The encore was a perfectly chosen four-pronged music weapon. “Popscene” still has the power to thrill, and serves as a great coda to a night of musical abandonment. Damon got pretty animated. This is Blur’s “I Can See For Miles.” It was followed by “On The Way to the Club,” which they linked up with the amazing “We’ve Got a File On You,” two-minutes of glorious, paranoid, accusatory, angry punk. The capper, though, was “This is A Low,” perhaps the most life-affirming sad song there ever was. I think it’s impossible not to crumble and sing along to it, and it’s the greatest high to be sent out into the night air on.

Current Soundtrack: Blur, Parklife


Tuesday, June 17, 2003


UPDATE: Turns out Beck, destroyer of everything good, wrote the Pink theme for Charlie's Angels: Full Throttle. This explains its craptacularness.

Saturday, June 14, 2003


I saw 28 Days Later last night. As a Danny Boyle fan, I was pretty pumped for it, but I was still ill prepared for how much I loved it. I’m not a real horror buff or anything, and I don’t think I’ve ever seen a trailer for a zombie movie and thought to myself, “Man, I have to see that!” But this hooked me from the word go, and it never shook me off.

In fact, Boyle and screenwriter Alex Garland smartly started the film off with a shocking bang. This was a Friday night sneak preview crowd, and they were rowdy in line and amped up, but the opening sequence shut them up fast, and the film kept them enthralled all the way through. For my part, I was thoroughly creeped out, and I jumped like a scaredy cat in all the right places. I never saw where the film was going, and in a final 1/3 that reminded me somewhat of Apocalypse Now’s scenes where Marlowe gets to the farthest outposts, Boyle was able to transfer the horror from the infected to the non-infected and bring home his metaphor of the violent nature of modern man in extremely effective ways.

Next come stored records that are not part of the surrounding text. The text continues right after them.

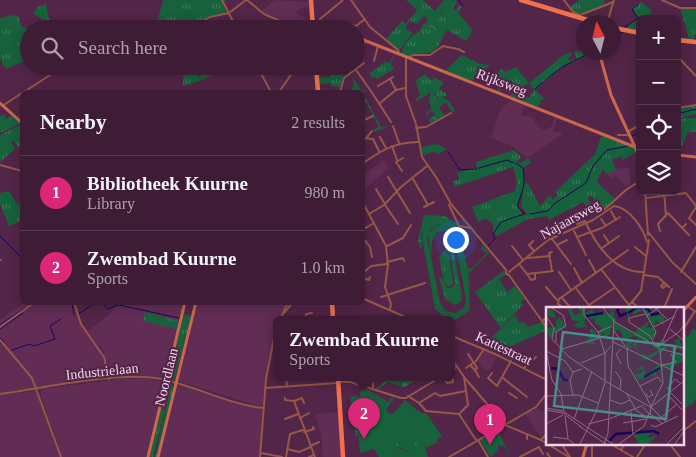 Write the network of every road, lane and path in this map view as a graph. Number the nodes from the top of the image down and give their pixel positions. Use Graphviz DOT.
graph roads {
  1 [pos="222,0"];
  2 [pos="246,0"];
  3 [pos="312,0"];
  4 [pos="343,0"];
  5 [pos="352,0"];
  6 [pos="521,0"];
  7 [pos="564,0"];
  8 [pos="662,0"];
  9 [pos="614,1"];
  10 [pos="696,8"];
  11 [pos="228,13"];
  12 [pos="609,15"];
  13 [pos="576,17"];
  14 [pos="364,19"];
  15 [pos="205,20"];
  16 [pos="232,20"];
  17 [pos="278,20"];
  18 [pos="314,20"];
  19 [pos="319,20"];
  20 [pos="621,29"];
  21 [pos="636,32"];
  22 [pos="681,40"];
  23 [pos="365,41"];
  24 [pos="696,42"];
  25 [pos="378,46"];
  26 [pos="464,52"];
  27 [pos="399,54"];
  28 [pos="407,57"];
  29 [pos="601,60"];
  30 [pos="681,60"];
  31 [pos="374,61"];
  32 [pos="50,75"];
  33 [pos="262,75"];
  34 [pos="291,75"];
  35 [pos="317,75"];
  36 [pos="349,75"];
  37 [pos="361,75"];
  38 [pos="696,75"];
  39 [pos="393,77"];
  40 [pos="390,79"];
  41 [pos="378,86"];
  42 [pos="405,88"];
  43 [pos="28,90"];
  44 [pos="270,90"];
  45 [pos="280,90"];
  46 [pos="318,90"];
  47 [pos="340,90"];
  48 [pos="396,90"];
  49 [pos="20,94"];
  50 [pos="1,104"];
  51 [pos="380,104"];
  52 [pos="696,105"];
  53 [pos="681,107"];
  54 [pos="452,113"];
  55 [pos="373,116"];
  56 [pos="365,120"];
  57 [pos="20,121"];
  58 [pos="391,122"];
  59 [pos="393,126"];
  60 [pos="416,128"];
  61 [pos="636,128"];
  62 [pos="629,133"];
  63 [pos="618,135"];
  64 [pos="367,137"];
  65 [pos="380,137"];
  66 [pos="373,139"];
  67 [pos="418,142"];
  68 [pos="633,142"];
  69 [pos="399,143"];
  70 [pos="630,145"];
  71 [pos="392,146"];
  72 [pos="636,146"];
  73 [pos="636,147"];
  74 [pos="386,148"];
  75 [pos="379,152"];
  76 [pos="681,155"];
  77 [pos="696,157"];
  78 [pos="403,158"];
  79 [pos="398,160"];
  80 [pos="365,162"];
  81 [pos="0,165"];
  82 [pos="428,166"];
  83 [pos="20,170"];
  84 [pos="402,171"];
  85 [pos="388,177"];
  86 [pos="412,178"];
  87 [pos="636,184"];
  88 [pos="376,189"];
  89 [pos="398,191"];
  90 [pos="646,195"];
  91 [pos="664,196"];
  92 [pos="646,198"];
  93 [pos="434,202"];
  94 [pos="385,204"];
  95 [pos="428,205"];
  96 [pos="449,205"];
  97 [pos="365,206"];
  98 [pos="696,206"];
  99 [pos="424,207"];
  100 [pos="611,211"];
  101 [pos="410,213"];
  102 [pos="369,214"];
  103 [pos="599,214"];
  104 [pos="573,216"];
  105 [pos="666,216"];
  106 [pos="620,217"];
  107 [pos="601,219"];
  108 [pos="616,220"];
  109 [pos="374,223"];
  110 [pos="586,223"];
  111 [pos="398,224"];
  112 [pos="686,224"];
  113 [pos="696,225"];
  114 [pos="411,226"];
  115 [pos="606,226"];
  116 [pos="553,227"];
  117 [pos="365,228"];
  118 [pos="471,228"];
  119 [pos="682,228"];
  120 [pos="574,231"];
  121 [pos="660,231"];
  122 [pos="589,232"];
  123 [pos="604,235"];
  124 [pos="689,235"];
  125 [pos="619,236"];
  126 [pos="577,237"];
  127 [pos="648,237"];
  128 [pos="552,239"];
  129 [pos="567,240"];
  130 [pos="365,241"];
  131 [pos="533,241"];
  132 [pos="609,243"];
  133 [pos="558,245"];
  134 [pos="386,246"];
  135 [pos="512,246"];
  136 [pos="635,246"];
  137 [pos="696,247"];
  138 [pos="602,248"];
  139 [pos="628,250"];
  140 [pos="534,251"];
  141 [pos="552,252"];
  142 [pos="538,253"];
  143 [pos="550,256"];
  144 [pos="586,256"];
  145 [pos="646,256"];
  146 [pos="372,257"];
  147 [pos="527,257"];
  148 [pos="540,257"];
  149 [pos="523,260"];
  150 [pos="589,260"];
  151 [pos="613,261"];
  152 [pos="404,262"];
  153 [pos="387,263"];
  154 [pos="509,264"];
  155 [pos="519,264"];
  156 [pos="571,264"];
  157 [pos="513,268"];
  158 [pos="574,268"];
  159 [pos="601,269"];
  160 [pos="366,270"];
  161 [pos="559,272"];
  162 [pos="644,272"];
  163 [pos="681,272"];
  164 [pos="508,273"];
  165 [pos="534,273"];
  166 [pos="596,273"];
  167 [pos="527,274"];
  168 [pos="644,276"];
  169 [pos="370,277"];
  170 [pos="365,279"];
  171 [pos="664,282"];
  172 [pos="425,283"];
  173 [pos="582,283"];
  174 [pos="696,284"];
  175 [pos="546,287"];
  176 [pos="576,287"];
  177 [pos="669,287"];
  178 [pos="614,288"];
  179 [pos="572,290"];
  180 [pos="388,295"];
  181 [pos="381,297"];
  182 [pos="696,297"];
  183 [pos="562,298"];
  184 [pos="365,299"];
  185 [pos="558,300"];
  186 [pos="632,302"];
  187 [pos="566,304"];
  188 [pos="32,305"];
  189 [pos="75,305"];
  190 [pos="184,305"];
  191 [pos="195,305"];
  192 [pos="287,305"];
  193 [pos="290,305"];
  194 [pos="630,305"];
  195 [pos="687,306"];
  196 [pos="560,307"];
  197 [pos="570,307"];
  198 [pos="590,307"];
  199 [pos="638,307"];
  200 [pos="664,307"];
  201 [pos="390,309"];
  202 [pos="684,310"];
  203 [pos="696,311"];
  204 [pos="284,312"];
  205 [pos="312,313"];
  206 [pos="282,316"];
  207 [pos="306,316"];
  208 [pos="404,316"];
  209 [pos="546,318"];
  210 [pos="542,321"];
  211 [pos="0,327"];
  212 [pos="546,327"];
  213 [pos="684,328"];
  214 [pos="455,337"];
  215 [pos="0,340"];
  216 [pos="273,344"];
  217 [pos="484,349"];
  218 [pos="468,354"];
  219 [pos="536,357"];
  220 [pos="511,361"];
  221 [pos="474,362"];
  222 [pos="455,363"];
  223 [pos="470,364"];
  224 [pos="457,367"];
  225 [pos="466,368"];
  226 [pos="524,368"];
  227 [pos="475,370"];
  228 [pos="492,373"];
  229 [pos="464,377"];
  230 [pos="479,377"];
  231 [pos="503,378"];
  232 [pos="108,379"];
  233 [pos="546,379"];
  234 [pos="166,380"];
  235 [pos="286,381"];
  236 [pos="338,381"];
  237 [pos="364,381"];
  238 [pos="372,381"];
  239 [pos="434,381"];
  240 [pos="176,383"];
  241 [pos="287,385"];
  242 [pos="358,385"];
  243 [pos="373,387"];
  244 [pos="265,388"];
  245 [pos="516,388"];
  246 [pos="37,389"];
  247 [pos="466,391"];
  248 [pos="0,394"];
  249 [pos="408,396"];
  250 [pos="528,396"];
  251 [pos="285,398"];
  252 [pos="517,398"];
  253 [pos="546,398"];
  254 [pos="294,401"];
  255 [pos="419,403"];
  256 [pos="304,404"];
  257 [pos="263,408"];
  258 [pos="298,414"];
  259 [pos="459,414"];
  260 [pos="309,415"];
  261 [pos="300,418"];
  262 [pos="285,419"];
  263 [pos="696,421"];
  264 [pos="508,423"];
  265 [pos="505,424"];
  266 [pos="313,426"];
  267 [pos="510,427"];
  268 [pos="684,430"];
  269 [pos="304,431"];
  270 [pos="527,434"];
  271 [pos="546,434"];
  272 [pos="527,439"];
  273 [pos="477,440"];
  274 [pos="542,440"];
  275 [pos="320,442"];
  276 [pos="546,443"];
  277 [pos="548,444"];
  278 [pos="562,444"];
  279 [pos="590,444"];
  280 [pos="611,444"];
  281 [pos="624,444"];
  282 [pos="645,444"];
  283 [pos="670,444"];
  284 [pos="310,447"];
  285 [pos="287,449"];
  286 [pos="621,450"];
  287 [pos="261,453"];
  288 [pos="547,453"];
  289 [pos="542,454"];
  290 [pos="314,456"];
  291 [pos="61,457"];
  292 [pos="148,457"];
  293 [pos="158,457"];
  294 [pos="260,457"];
  295 [pos="284,457"];
  296 [pos="309,457"];
  297 [pos="344,457"];
  298 [pos="450,457"];
  299 [pos="488,457"];
  300 [pos="520,457"];
  301 [pos="550,457"];
  302 [pos="569,457"];
  303 [pos="583,457"];
  304 [pos="592,457"];
  305 [pos="633,457"];
  306 [pos="637,457"];
  307 [pos="680,457"];
  1 -- 11 [label="street"];
  2 -- 11 [label="street"];
  2 -- 17 [label="street"];
  3 -- 18 [label="main road"];
  4 -- 19 [label="street"];
  5 -- 14 [label="street"];
  6 -- 13 [label="main road"];
  7 -- 9 [label="street"];
  8 -- 10 [label="street"];
  9 -- 12 [label="street"];
  11 -- 15 [label="street"];
  11 -- 16 [label="street"];
  14 -- 27 [label="street"];
  20 -- 21 [label="main road"];
  22 -- 24 [label="main road"];
  23 -- 25 [label="street, Rijksweg"];
  25 -- 27 [label="street, Rijksweg"];
  25 -- 31 [label="street"];
  26 -- 28 [label="street"];
  27 -- 28 [label="street, Rijksweg"];
  28 -- 42 [label="street"];
  28 -- 70 [label="street, Rijksweg"];
  29 -- 62 [label="street"];
  30 -- 38 [label="street"];
  32 -- 43 [label="street"];
  33 -- 44 [label="street"];
  34 -- 45 [label="street"];
  35 -- 46 [label="main road"];
  36 -- 47 [label="street"];
  37 -- 51 [label="street"];
  39 -- 40 [label="street"];
  40 -- 41 [label="street"];
  40 -- 48 [label="street"];
  42 -- 48 [label="street"];
  42 -- 60 [label="street"];
  48 -- 51 [label="street"];
  49 -- 50 [label="street"];
  50 -- 57 [label="street"];
  51 -- 58 [label="street"];
  52 -- 53 [label="street"];
  54 -- 60 [label="street"];
  55 -- 56 [label="street"];
  59 -- 69 [label="street"];
  60 -- 67 [label="street"];
  61 -- 62 [label="street"];
  62 -- 63 [label="street"];
  62 -- 68 [label="street"];
  64 -- 66 [label="street"];
  64 -- 66 [label="street"];
  65 -- 74 [label="street"];
  66 -- 75 [label="street"];
  67 -- 69 [label="street"];
  67 -- 82 [label="street"];
  68 -- 70 [label="street"];
  68 -- 72 [label="street"];
  69 -- 71 [label="street"];
  70 -- 73 [label="street, Rijksweg"];
  71 -- 74 [label="street"];
  71 -- 79 [label="street"];
  74 -- 75 [label="street"];
  75 -- 80 [label="street"];
  76 -- 77 [label="street"];
  78 -- 79 [label="street"];
  79 -- 84 [label="street"];
  81 -- 83 [label="street"];
  82 -- 86 [label="street"];
  82 -- 118 [label="street"];
  85 -- 89 [label="street"];
  86 -- 89 [label="street"];
  86 -- 95 [label="street"];
  87 -- 103 [label="street"];
  88 -- 94 [label="street"];
  89 -- 94 [label="street"];
  89 -- 101 [label="street"];
  90 -- 92 [label="street"];
  91 -- 92 [label="street"];
  91 -- 98 [label="street"];
  91 -- 105 [label="street"];
  92 -- 127 [label="street"];
  93 -- 95 [label="street"];
  94 -- 102 [label="street"];
  94 -- 111 [label="street"];
  95 -- 99 [label="street"];
  96 -- 118 [label="street"];
  97 -- 102 [label="street"];
  98 -- 113 [label="street"];
  100 -- 108 [label="street"];
  102 -- 109 [label="street"];
  104 -- 110 [label="street"];
  105 -- 119 [label="street"];
  105 -- 121 [label="street"];
  106 -- 108 [label="street"];
  107 -- 115 [label="street"];
  108 -- 115 [label="street"];
  109 -- 117 [label="street"];
  109 -- 134 [label="street"];
  110 -- 122 [label="street"];
  110 -- 127 [label="street, Najaarsweg"];
  110 -- 128 [label="street, Najaarsweg"];
  112 -- 119 [label="street"];
  114 -- 134 [label="street"];
  115 -- 122 [label="street"];
  116 -- 128 [label="street"];
  118 -- 164 [label="street"];
  119 -- 124 [label="street"];
  120 -- 126 [label="street"];
  122 -- 126 [label="street"];
  122 -- 138 [label="street"];
  123 -- 132 [label="street"];
  125 -- 132 [label="street"];
  126 -- 144 [label="street"];
  127 -- 145 [label="street"];
  127 -- 163 [label="street"];
  128 -- 133 [label="street"];
  128 -- 140 [label="street, Najaarsweg"];
  129 -- 133 [label="street"];
  130 -- 146 [label="street"];
  131 -- 140 [label="street"];
  132 -- 138 [label="street"];
  133 -- 156 [label="street"];
  134 -- 153 [label="street"];
  135 -- 149 [label="street"];
  136 -- 145 [label="street"];
  137 -- 163 [label="street"];
  138 -- 151 [label="street"];
  139 -- 151 [label="street"];
  140 -- 147 [label="street, Najaarsweg"];
  141 -- 143 [label="street, Najaarsweg"];
  142 -- 148 [label="street, Najaarsweg"];
  143 -- 148 [label="street, Najaarsweg"];
  143 -- 165 [label="street, Najaarsweg"];
  145 -- 162 [label="street"];
  147 -- 148 [label="street, Najaarsweg"];
  147 -- 149 [label="street, Najaarsweg"];
  149 -- 155 [label="street, Najaarsweg"];
  150 -- 166 [label="street"];
  151 -- 159 [label="street"];
  151 -- 162 [label="street"];
  152 -- 153 [label="street"];
  153 -- 160 [label="street"];
  153 -- 180 [label="street"];
  154 -- 157 [label="street"];
  155 -- 157 [label="street, Najaarsweg"];
  155 -- 167 [label="street"];
  157 -- 164 [label="street, Najaarsweg"];
  158 -- 173 [label="street"];
  159 -- 166 [label="street"];
  159 -- 178 [label="street"];
  161 -- 179 [label="street"];
  162 -- 168 [label="street"];
  163 -- 174 [label="street"];
  164 -- 210 [label="street"];
  165 -- 167 [label="street, Najaarsweg"];
  165 -- 167 [label="street, Najaarsweg"];
  166 -- 173 [label="street"];
  168 -- 171 [label="street"];
  168 -- 186 [label="street"];
  169 -- 170 [label="street"];
  171 -- 177 [label="street"];
  171 -- 177 [label="street"];
  172 -- 180 [label="street"];
  173 -- 176 [label="street"];
  175 -- 185 [label="street"];
  176 -- 179 [label="street"];
  176 -- 198 [label="street"];
  177 -- 200 [label="street"];
  178 -- 194 [label="street"];
  178 -- 198 [label="street"];
  179 -- 183 [label="street"];
  180 -- 181 [label="street"];
  180 -- 201 [label="street"];
  182 -- 195 [label="street"];
  183 -- 185 [label="street"];
  183 -- 187 [label="street"];
  184 -- 201 [label="street"];
  185 -- 196 [label="street"];
  186 -- 194 [label="street"];
  186 -- 199 [label="street"];
  187 -- 196 [label="street"];
  187 -- 197 [label="street"];
  188 -- 211 [label="street"];
  189 -- 232 [label="street"];
  190 -- 234 [label="street, Noordlaan"];
  191 -- 240 [label="street, Noordlaan"];
  192 -- 204 [label="street"];
  193 -- 204 [label="street"];
  195 -- 202 [label="street"];
  195 -- 203 [label="street"];
  201 -- 208 [label="street"];
  203 -- 213 [label="street"];
  204 -- 206 [label="street"];
  205 -- 207 [label="street"];
  209 -- 210 [label="street"];
  210 -- 212 [label="street"];
  214 -- 217 [label="street, Kattestraat"];
  215 -- 246 [label="street"];
  216 -- 244 [label="street"];
  217 -- 220 [label="street, Kattestraat"];
  217 -- 221 [label="street"];
  218 -- 221 [label="street"];
  219 -- 226 [label="street"];
  220 -- 226 [label="street, Kattestraat"];
  220 -- 231 [label="street"];
  221 -- 223 [label="street"];
  221 -- 227 [label="street"];
  222 -- 224 [label="street"];
  223 -- 225 [label="street"];
  223 -- 227 [label="street"];
  224 -- 229 [label="street"];
  226 -- 233 [label="street, Kattestraat"];
  227 -- 230 [label="street"];
  228 -- 231 [label="street"];
  229 -- 247 [label="street"];
  229 -- 265 [label="street"];
  231 -- 245 [label="street"];
  232 -- 234 [label="street, Industrielaan"];
  232 -- 246 [label="street, Industrielaan"];
  234 -- 240 [label="street, Industrielaan"];
  234 -- 292 [label="street, Noordlaan"];
  235 -- 241 [label="street"];
  236 -- 241 [label="street"];
  236 -- 242 [label="street"];
  236 -- 297 [label="main road"];
  237 -- 242 [label="street"];
  238 -- 243 [label="street"];
  239 -- 249 [label="street"];
  240 -- 257 [label="street, Industrielaan"];
  240 -- 293 [label="street, Noordlaan"];
  241 -- 244 [label="street"];
  242 -- 249 [label="street"];
  244 -- 257 [label="street"];
  245 -- 250 [label="street"];
  245 -- 252 [label="street"];
  246 -- 248 [label="street, Industrielaan"];
  246 -- 291 [label="street"];
  247 -- 255 [label="street"];
  247 -- 259 [label="street"];
  249 -- 255 [label="street"];
  251 -- 254 [label="street"];
  253 -- 264 [label="street"];
  254 -- 256 [label="street"];
  254 -- 258 [label="street"];
  255 -- 259 [label="street"];
  257 -- 287 [label="street"];
  258 -- 261 [label="street"];
  258 -- 262 [label="street"];
  259 -- 273 [label="street"];
  260 -- 261 [label="street"];
  261 -- 269 [label="street"];
  263 -- 268 [label="street"];
  264 -- 265 [label="street"];
  264 -- 267 [label="street"];
  265 -- 267 [label="street"];
  265 -- 273 [label="street"];
  266 -- 269 [label="street"];
  267 -- 270 [label="street"];
  269 -- 284 [label="street"];
  269 -- 285 [label="street"];
  270 -- 272 [label="street"];
  270 -- 274 [label="street"];
  271 -- 274 [label="street"];
  273 -- 298 [label="street"];
  273 -- 299 [label="street"];
  274 -- 276 [label="street"];
  275 -- 284 [label="street"];
  277 -- 302 [label="street"];
  278 -- 302 [label="street"];
  279 -- 303 [label="street"];
  279 -- 304 [label="street"];
  280 -- 286 [label="street"];
  281 -- 286 [label="street"];
  282 -- 306 [label="street"];
  283 -- 307 [label="street"];
  284 -- 285 [label="street"];
  284 -- 290 [label="street"];
  285 -- 295 [label="street"];
  286 -- 305 [label="street"];
  287 -- 294 [label="street"];
  287 -- 295 [label="street"];
  288 -- 301 [label="street"];
  289 -- 300 [label="street"];
  290 -- 296 [label="street"];
}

The whole film was shot on DV, giving it a low-fi but immediate look/feel. And even on the shoestring it must have been produced on, Boyle still managed to find ways to keep his exciting visual style. I think the whole film was shot at a breakneck pace, and it made me start to ponder such a thing in prose. What is the novel equivalent of guerilla filmmaking? Is it a caffeinated full-tilt-boogie of typing? Bang out the manuscript as fast as you can?

Of course, I ask this as I tread my way through Duklyon swamp, first thing in the morning down at Starbucks. The coffee is eating away at my stomach—a massive mocha this morning meeting the coffee from last night (the final swig at the theatre giving me a mouth full of grounds, and me having to spit it out in the middle of a quiet moment in the movie), but I am determined to get through this. It’s a little easier this time just because it’s not as repetitive. Volume 2 has a driving narrative for at least the first 2/3 or so, rather than a play on the repetitious monster-of-the-week superhero TV shows.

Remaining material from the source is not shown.